The cause of IBS is not known, and as yet there is no cure. IBS causes a great deal of discomfort and distress, but it does not cause permanent harm to the intestines and does not lead to intestinal bleeding of the bowel or to a serious disease such as cancer. Ordinary events such as eating and distention from gas or other material in the colon can cause the colon to overreact in the person with IBS.The colon muscle of a person with IBS begins to spasm after only mild stimulation or ordinary events such as the following:
* distention from gas or other material in the colon
* certain medications
* certain foods
For most people, signs and symptoms of irritable bowel disease are mild. Only a small percentage of people with irritable bowel syndrome have severe signs and symptoms. The symptoms of dyspepsia are thought to originate from the upper gastrointestinal tract; the esophagus, stomach, and the first part of the small intestine. The symptoms may or may not be related to meals. Women are more likely to suffer from constipation than diarrhoea. Other symptoms include a bloated abdomen, excess wind, nausea, vomiting and indigestion. Some people also experience a sense of fullness. If the main symptom is diarrhoea, food passes through the digestive system faster than usual.

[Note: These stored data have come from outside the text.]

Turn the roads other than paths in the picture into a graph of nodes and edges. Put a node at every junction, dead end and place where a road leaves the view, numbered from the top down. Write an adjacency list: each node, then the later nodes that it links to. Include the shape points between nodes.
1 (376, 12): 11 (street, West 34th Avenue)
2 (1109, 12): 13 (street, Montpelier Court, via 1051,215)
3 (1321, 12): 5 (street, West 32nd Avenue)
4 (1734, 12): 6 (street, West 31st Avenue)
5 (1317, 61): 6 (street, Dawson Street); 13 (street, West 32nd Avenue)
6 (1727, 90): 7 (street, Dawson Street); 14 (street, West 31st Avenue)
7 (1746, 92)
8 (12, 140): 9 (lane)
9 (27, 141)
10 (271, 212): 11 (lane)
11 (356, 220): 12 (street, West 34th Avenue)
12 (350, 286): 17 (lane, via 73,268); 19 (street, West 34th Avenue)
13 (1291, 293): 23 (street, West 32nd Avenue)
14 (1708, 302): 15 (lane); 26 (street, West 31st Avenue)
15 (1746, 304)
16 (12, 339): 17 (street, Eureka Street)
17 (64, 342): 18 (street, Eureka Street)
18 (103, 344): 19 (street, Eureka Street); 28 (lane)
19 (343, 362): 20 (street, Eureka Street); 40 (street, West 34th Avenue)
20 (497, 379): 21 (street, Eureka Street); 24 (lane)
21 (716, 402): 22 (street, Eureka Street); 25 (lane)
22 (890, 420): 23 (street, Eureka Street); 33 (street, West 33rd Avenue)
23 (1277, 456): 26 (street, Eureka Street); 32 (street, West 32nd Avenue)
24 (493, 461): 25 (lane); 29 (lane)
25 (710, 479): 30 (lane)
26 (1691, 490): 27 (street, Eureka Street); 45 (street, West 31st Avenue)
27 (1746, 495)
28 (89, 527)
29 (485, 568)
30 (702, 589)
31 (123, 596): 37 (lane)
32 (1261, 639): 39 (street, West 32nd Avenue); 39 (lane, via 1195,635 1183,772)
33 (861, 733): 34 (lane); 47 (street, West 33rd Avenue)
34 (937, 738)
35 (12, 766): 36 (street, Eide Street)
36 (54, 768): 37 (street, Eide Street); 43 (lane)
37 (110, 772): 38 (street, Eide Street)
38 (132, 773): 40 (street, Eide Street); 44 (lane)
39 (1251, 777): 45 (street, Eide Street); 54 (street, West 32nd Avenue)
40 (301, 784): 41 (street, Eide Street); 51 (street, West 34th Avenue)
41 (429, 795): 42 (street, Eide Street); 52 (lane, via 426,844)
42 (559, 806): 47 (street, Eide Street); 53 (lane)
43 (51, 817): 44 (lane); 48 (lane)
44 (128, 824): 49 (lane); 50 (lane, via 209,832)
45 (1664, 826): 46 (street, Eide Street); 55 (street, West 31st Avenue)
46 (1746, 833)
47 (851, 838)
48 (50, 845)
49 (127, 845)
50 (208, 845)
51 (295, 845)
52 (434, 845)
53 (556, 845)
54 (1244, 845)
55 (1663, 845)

If you think you may have IBS, see your doctor. Your doctor will take a medical history and ask about your symptoms. Then your doctor will perform some medical tests.
Treatment is directed toward education, reassurance, achievement of a healthier lifestyle, and occasional medication. Dietary advice may include avoiding offending foods that can trigger symptoms. Fiber supplementation has been shown to be effective for symptoms of constipation.
For some people who have IBS, certain foods may trigger symptoms. The following suggestions may help prevent or relieve some IBS symptoms:
* Avoid caffeine.
* Limit your intake of fatty foods. Fats increase gut sensations, which can make abdominal pain seem worse.
* If diarrhea is your main symptom, limit dairy products, fruit, or the artificial sweetener sorbitol.
* Increasing fiber in your diet may help relieve constipation.
* Avoiding foods such as beans, cabbage, or uncooked cauliflower or broccoli can help relieve bloating or gas.